Anna Elisabeth of Anhalt-Bernburg (19 March 1647 in Bernburg - 3 September 1680 in Bernstadt, now Bierutów), was a princess of Anhalt-Bernburg by birth and by marriage Duchess of Württemberg-Bernstadt.

== Life ==
Anna Elisabeth was a daughter of Prince Christian II of Anhalt-Bernburg (1599–1656) and his wife Eleonore Sophie of Schleswig-Holstein-Sonderburg (1603–1675), a daughter of the duke John II of Schleswig-Holstein-Sonderburg. She married Duke Christian Ulrich I, Duke of Württemberg-Oels on 13 March 1672, in Bernstadt. They had seven children in just eight years of which only two survived infancy.

The duchess was well educated, musically gifted, and a talented singer. She spoke several languages fluently and played numerous musical instruments. She had considerable influence on her husband and advised him in matters of state.
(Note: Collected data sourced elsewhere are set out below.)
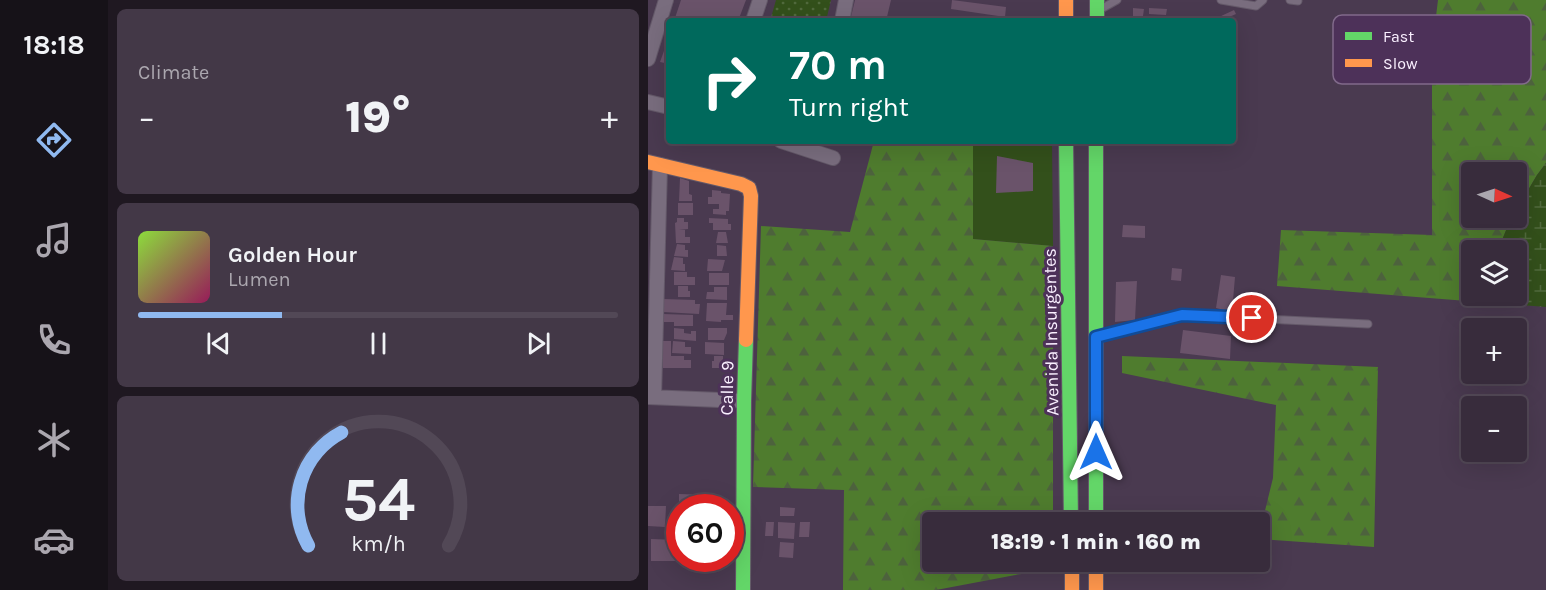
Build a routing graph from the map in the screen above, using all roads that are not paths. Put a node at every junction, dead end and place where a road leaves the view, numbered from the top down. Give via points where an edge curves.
1 (666, 0) edge
2 (760, 0) edge
3 (846, 0) edge
4 (1066, 0) edge
5 (1117, 0) edge
6 (1221, 0) edge
7 (1263, 0) edge
8 (1290, 0) edge
9 (1298, 1) edge
10 (1096, 11) edge
11 (754, 18) edge
12 (843, 18) edge
13 (1066, 18) edge
14 (648, 59) edge
15 (648, 102) edge
16 (666, 106) edge
17 (1066, 144) edge
18 (1096, 144) edge
19 (811, 146) edge
20 (833, 158) dead end
21 (654, 163) edge
22 (1368, 324) dead end
23 (1082, 337) junction
24 (651, 397) edge
25 (744, 401) junction
26 (1071, 498) junction
27 (1096, 498) junction
28 (1071, 512) edge
29 (1096, 512) edge
30 (1072, 572) edge
31 (1096, 572) edge
32 (743, 590) edge
33 (1072, 590) edge
34 (1096, 590) edge

1 - 14 street
2 - 11 street
3 - 12 street
4 - 13 main road
5 - 10 lane
6 - 7 lane via 1256,6
8 - 9 lane
15 - 16 street
17 - 23 main road, Avenida Insurgentes
18 - 23 main road, Avenida Insurgentes
19 - 20 street
21 - 24 street
21 - 25 main road, Calle 9 via 741,184 752,195
22 - 23 lane via 1182,315
23 - 26 main road, Avenida Insurgentes
23 - 27 main road, Avenida Insurgentes
24 - 25 street
25 - 32 main road, Calle 9
26 - 27 main road
26 - 28 main road, Avenida Insurgentes
27 - 29 main road, Avenida Insurgentes
30 - 33 main road
31 - 34 main road

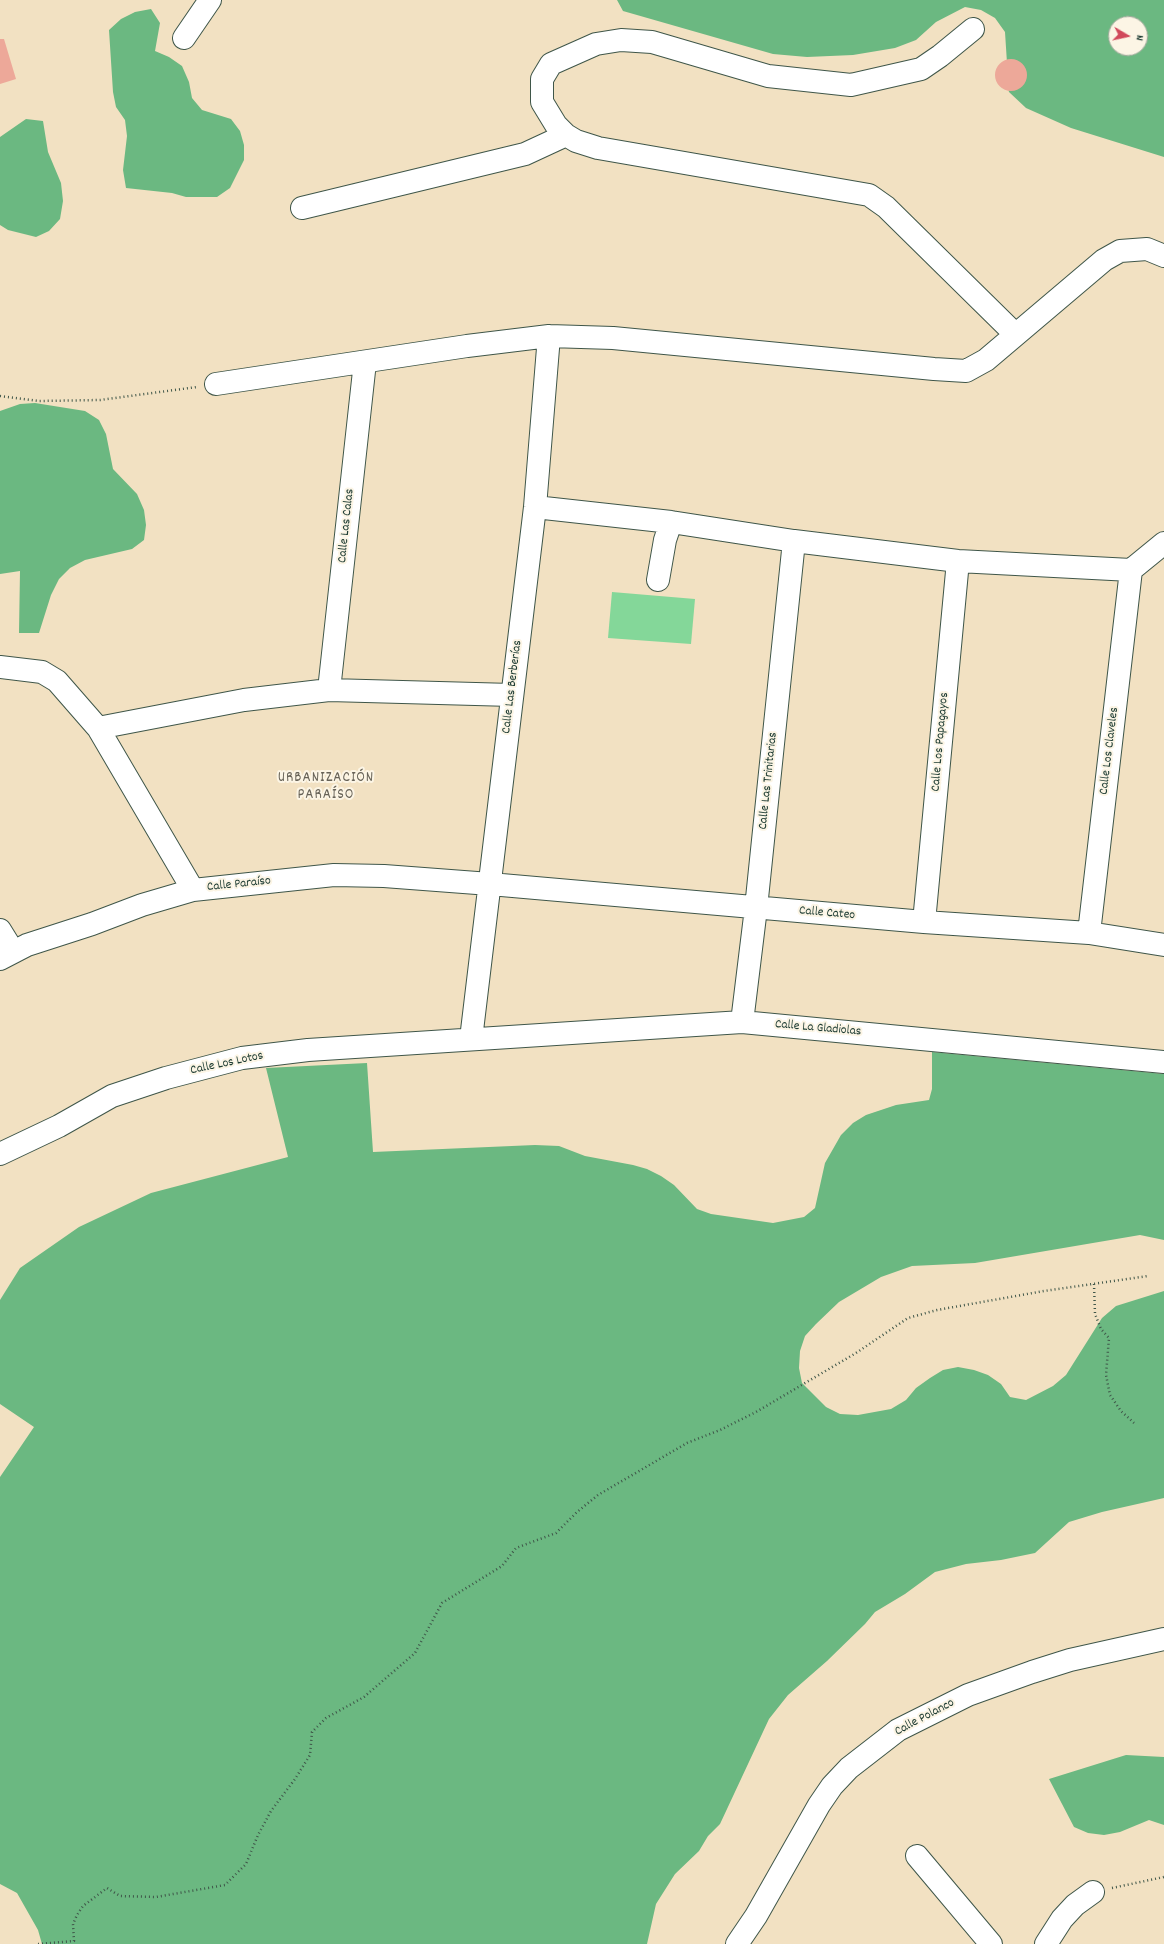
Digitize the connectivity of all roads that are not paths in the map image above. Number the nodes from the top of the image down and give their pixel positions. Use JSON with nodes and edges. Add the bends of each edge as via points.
{"nodes":[{"id":1,"x":210,"y":0,"type":"edge"},
{"id":2,"x":973,"y":29,"type":"dead end"},
{"id":3,"x":184,"y":38,"type":"dead end"},
{"id":4,"x":566,"y":135,"type":"junction"},
{"id":5,"x":302,"y":208,"type":"dead end"},
{"id":6,"x":1164,"y":256,"type":"edge"},
{"id":7,"x":1015,"y":334,"type":"junction"},
{"id":8,"x":549,"y":336,"type":"junction"},
{"id":9,"x":365,"y":362,"type":"junction"},
{"id":10,"x":216,"y":384,"type":"road end"},
{"id":11,"x":535,"y":507,"type":"junction"},
{"id":12,"x":671,"y":522,"type":"junction"},
{"id":13,"x":794,"y":541,"type":"junction"},
{"id":14,"x":1164,"y":543,"type":"edge"},
{"id":15,"x":958,"y":561,"type":"junction"},
{"id":16,"x":1131,"y":570,"type":"junction"},
{"id":17,"x":658,"y":580,"type":"dead end"},
{"id":18,"x":0,"y":667,"type":"edge"},
{"id":19,"x":329,"y":690,"type":"junction"},
{"id":20,"x":512,"y":695,"type":"junction"},
{"id":21,"x":98,"y":728,"type":"junction"},
{"id":22,"x":490,"y":884,"type":"junction"},
{"id":23,"x":193,"y":890,"type":"junction"},
{"id":24,"x":756,"y":908,"type":"junction"},
{"id":25,"x":924,"y":922,"type":"junction"},
{"id":26,"x":0,"y":930,"type":"edge"},
{"id":27,"x":1089,"y":933,"type":"junction"},
{"id":28,"x":1164,"y":945,"type":"edge"},
{"id":29,"x":7,"y":955,"type":"edge"},
{"id":30,"x":742,"y":1022,"type":"junction"},
{"id":31,"x":472,"y":1039,"type":"junction"},
{"id":32,"x":1164,"y":1062,"type":"edge"},
{"id":33,"x":0,"y":1154,"type":"edge"},
{"id":34,"x":1164,"y":1639,"type":"edge"},
{"id":35,"x":916,"y":1856,"type":"dead end"},
{"id":36,"x":1093,"y":1892,"type":"road end"},
{"id":37,"x":737,"y":1944,"type":"edge"},
{"id":38,"x":990,"y":1944,"type":"edge"},
{"id":39,"x":1046,"y":1944,"type":"edge"}],
"edges":[{"from":1,"to":3,"type":"street"},
{"from":2,"to":4,"type":"street","via":[[921,69],[851,85],[768,76],[652,42],[621,40],[596,44],[551,64],[542,79],[542,102],[556,125]]},
{"from":4,"to":5,"type":"street","via":[[525,154]]},
{"from":4,"to":7,"type":"street","via":[[598,148],[869,195],[886,207]]},
{"from":6,"to":7,"type":"street","via":[[1147,249],[1120,250],[1104,260]]},
{"from":7,"to":8,"type":"street","via":[[986,360],[966,370],[953,371],[613,338]]},
{"from":8,"to":9,"type":"street"},
{"from":8,"to":11,"type":"street","name":"Calle Las Berberías"},
{"from":9,"to":10,"type":"street"},
{"from":9,"to":19,"type":"street","name":"Calle Las Calas"},
{"from":11,"to":12,"type":"street"},
{"from":11,"to":20,"type":"street","name":"Calle Las Berberías"},
{"from":12,"to":13,"type":"street"},
{"from":12,"to":17,"type":"street"},
{"from":13,"to":15,"type":"street"},
{"from":13,"to":24,"type":"street","name":"Calle Las Trinitarias"},
{"from":14,"to":16,"type":"street"},
{"from":15,"to":16,"type":"street"},
{"from":15,"to":25,"type":"street","name":"Calle Los Papagayos"},
{"from":16,"to":27,"type":"street","name":"Calle Los Claveles"},
{"from":18,"to":21,"type":"street","via":[[42,672],[57,681]]},
{"from":19,"to":20,"type":"street"},
{"from":19,"to":21,"type":"street","via":[[244,700]]},
{"from":20,"to":22,"type":"street","name":"Calle Las Berberías"},
{"from":21,"to":23,"type":"street"},
{"from":22,"to":23,"type":"street","name":"Calle Paraíso","via":[[334,875]]},
{"from":22,"to":24,"type":"street","name":"Calle Cateo"},
{"from":22,"to":31,"type":"street","name":"Calle Las Berberías"},
{"from":23,"to":29,"type":"street","name":"Calle Paraíso","via":[[142,905]]},
{"from":24,"to":25,"type":"street","name":"Calle Cateo"},
{"from":24,"to":30,"type":"street","name":"Calle Las Trinitarias"},
{"from":25,"to":27,"type":"street","name":"Calle Cateo"},
{"from":26,"to":29,"type":"street"},
{"from":27,"to":28,"type":"street","name":"Calle Cateo"},
{"from":30,"to":31,"type":"street","name":"Calle La Gladiolas"},
{"from":30,"to":32,"type":"street","name":"Calle La Gladiolas"},
{"from":31,"to":33,"type":"street","name":"Calle Los Lotos","via":[[308,1050],[242,1058],[166,1078],[112,1096],[59,1126]]},
{"from":34,"to":37,"type":"street","name":"Calle Polanco","via":[[1070,1660],[1032,1672],[968,1696],[898,1730],[849,1768],[832,1786]]},
{"from":35,"to":38,"type":"street"},
{"from":36,"to":39,"type":"street","via":[[1075,1905]]}]}
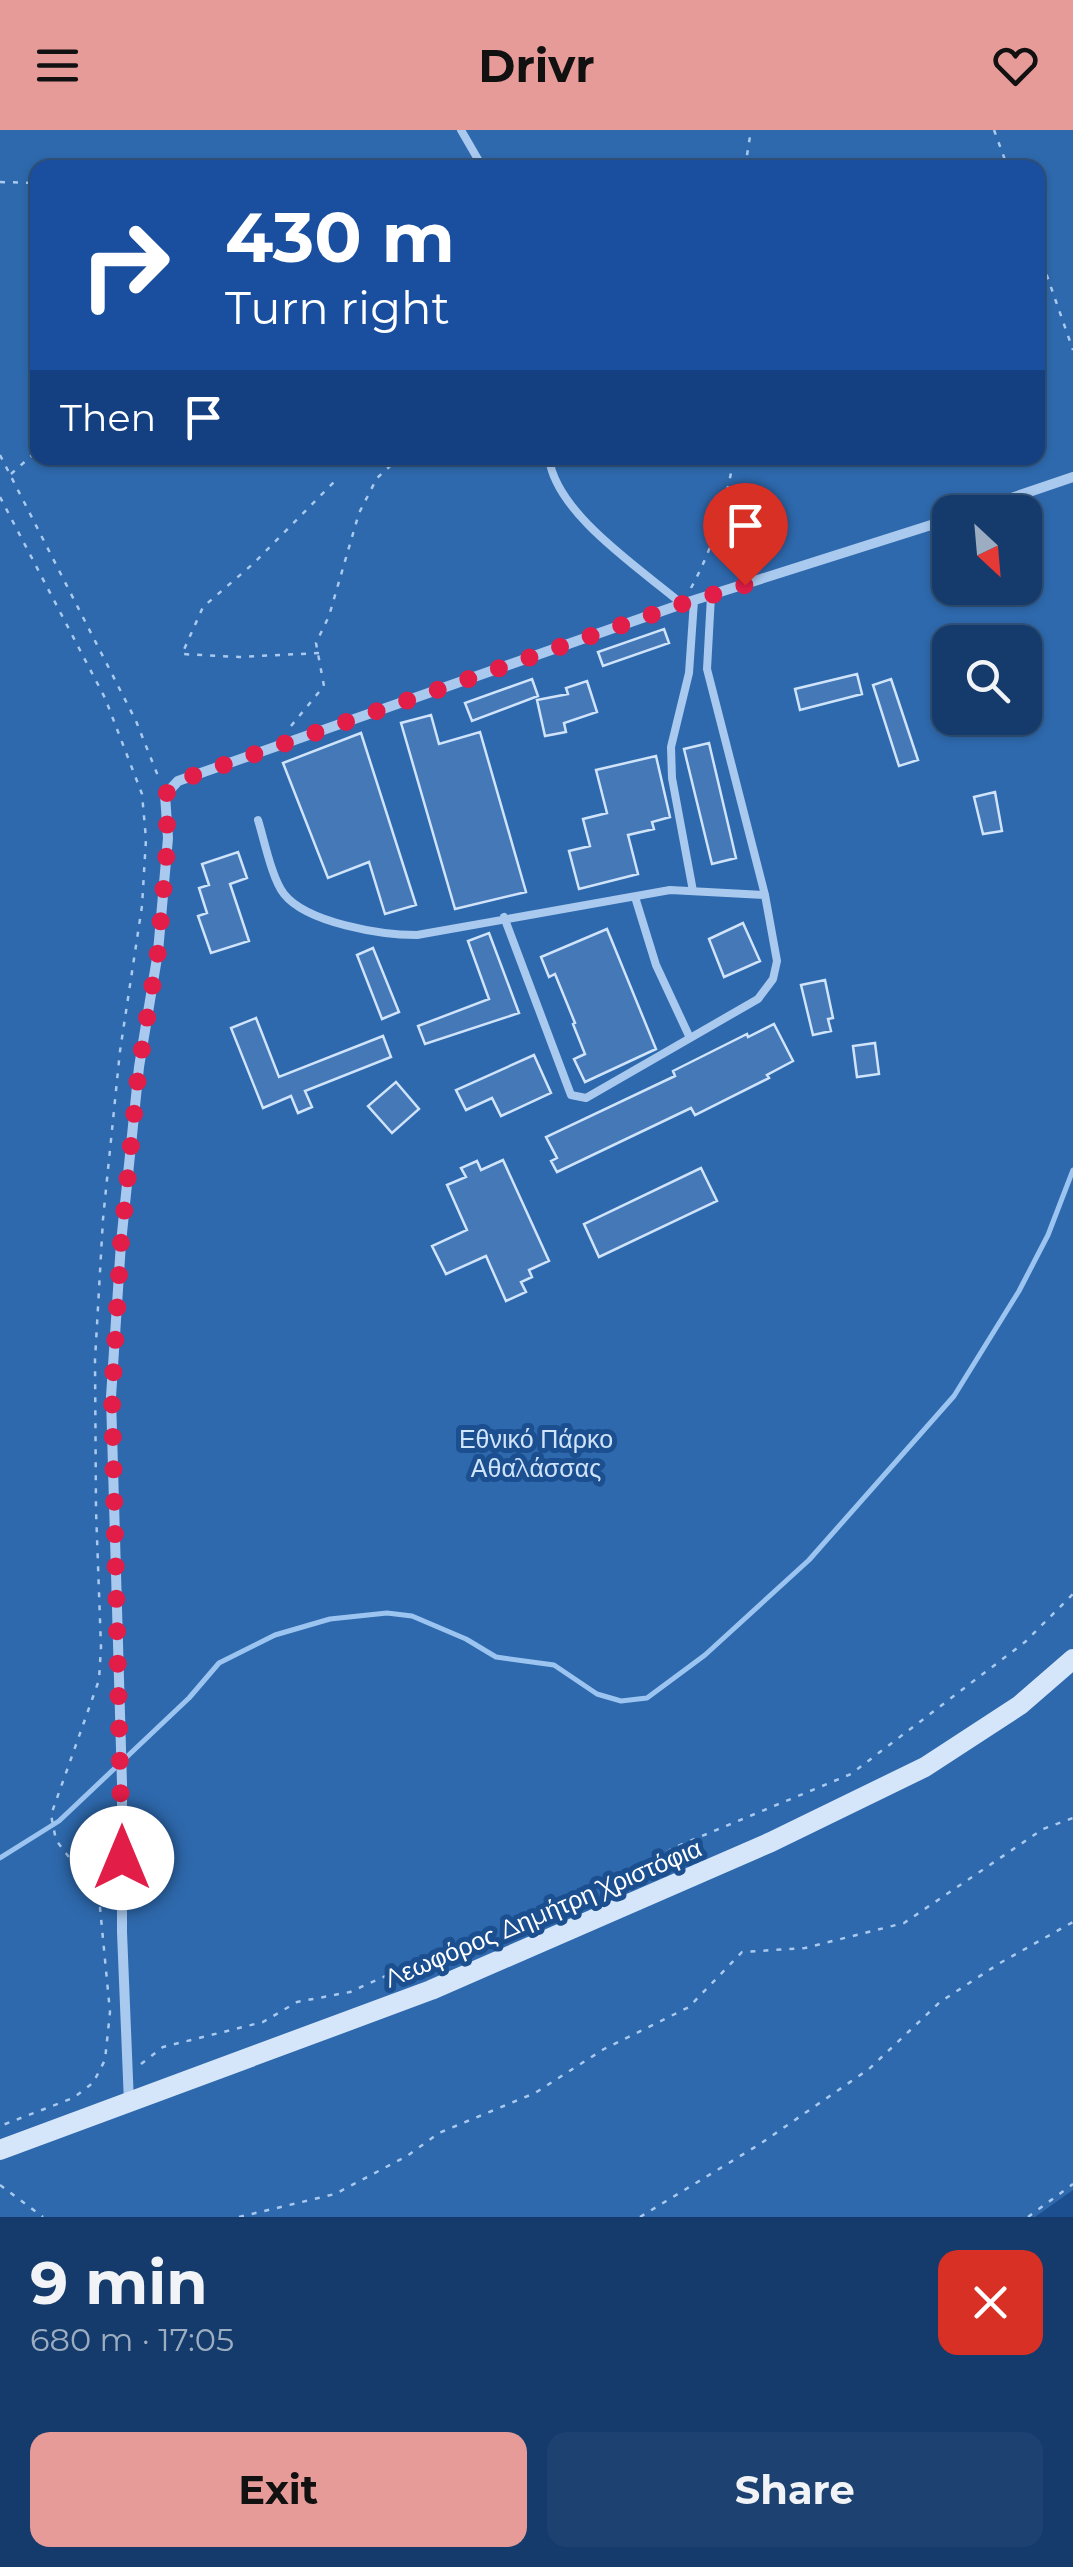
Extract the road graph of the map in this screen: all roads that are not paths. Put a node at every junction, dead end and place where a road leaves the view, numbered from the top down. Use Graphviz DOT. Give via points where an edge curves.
graph roads {
  1 [pos="461,130"];
  2 [pos="478,160"];
  3 [pos="549,465"];
  4 [pos="1073,477"];
  5 [pos="1020,495"];
  6 [pos="932,525"];
  7 [pos="711,596"];
  8 [pos="688,603"];
  9 [pos="707,669"];
  10 [pos="689,673"];
  11 [pos="258,820"];
  12 [pos="694,891"];
  13 [pos="765,895"];
  14 [pos="636,897"];
  15 [pos="504,917"];
  16 [pos="690,1038"];
  17 [pos="1073,1659"];
  18 [pos="130,2103"];
  19 [pos="0,2150"];
  1 -- 2 [label="lane"];
  3 -- 8 [label="lane" via="578,516"];
  4 -- 5 [label="street"];
  6 -- 7 [label="street"];
  7 -- 8 [label="street"];
  7 -- 9 [label="lane"];
  8 -- 10 [label="lane"];
  8 -- 18 [label="street" via="178,781 165,795 160,933 139,1067 112,1397"];
  9 -- 10 [label="lane"];
  9 -- 13 [label="lane"];
  10 -- 12 [label="lane" via="671,747"];
  11 -- 15 [label="lane" via="282,892 304,912 391,935"];
  12 -- 13 [label="lane"];
  12 -- 14 [label="lane"];
  13 -- 16 [label="lane" via="777,961 773,979 758,999"];
  14 -- 15 [label="lane"];
  14 -- 16 [label="lane" via="656,965"];
  15 -- 16 [label="lane" via="571,1095 586,1098"];
  17 -- 18 [label="main road, Λεωφόρος Δημήτρη Χριστόφια" via="1020,1705 925,1767 771,1842 432,1990"];
  18 -- 19 [label="main road, Λεωφόρος Δημήτρη Χριστόφια"];
}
Anna Elisabeth died after complications from her last childbirth on 3 September 1680. She had been constantly pregnant during her nine years of marriage, giving birth almost once a year. Her death plunged Christian Ulrich into deep mourning. He wrote some poems in memory of his wife and lived as a widower for three years before remarrying despite the fact that he had no surviving male heirs at that time.

==Issue==
1. Louise Elisabeth (born: 22 February 1673 in Bernstadt; died: 28 April 1736 in Forst), Princess of Württemberg-Oels, married Duke Philip of Saxe-Merseburg-Lauchstädt.
2. Christian Ulrich (born: 21 February 1674 in Bernstadt; died: 2 July 1674 in Bernstadt), Hereditary Prince of Württemberg-Oels.
3. Leopold Viktor (born: 22 May 1675 in Bernstadt; died: 30 April 1676 in Bernstadt), Hereditary Prince of Württemberg-Oels.
4. Fredericka Christine (born: 13 May 1676 in Bernstadt; died: 3 June 1676 in Bernstadt), Princess of Württemberg-Oels.
5. Sophie Angelika (born: 30 May 1677 in Bernstadt; died: 11 November 1700 in Pegau), Princess of Württemberg-Oels, married Duke Frederick Henry of Saxe-Zeitz-Pegau-Neustadt.
6. Eleonore Amöena (born: 21 October 1678 in Breslau; died: 2 April 1679 in Bernstadt), Princess of Württemberg-Oels.
7. Theodosia (born: 20 July 1680 in Bernstadt; died: 21 September 1680 in Bernstadt), Princess of Württemberg-Oels.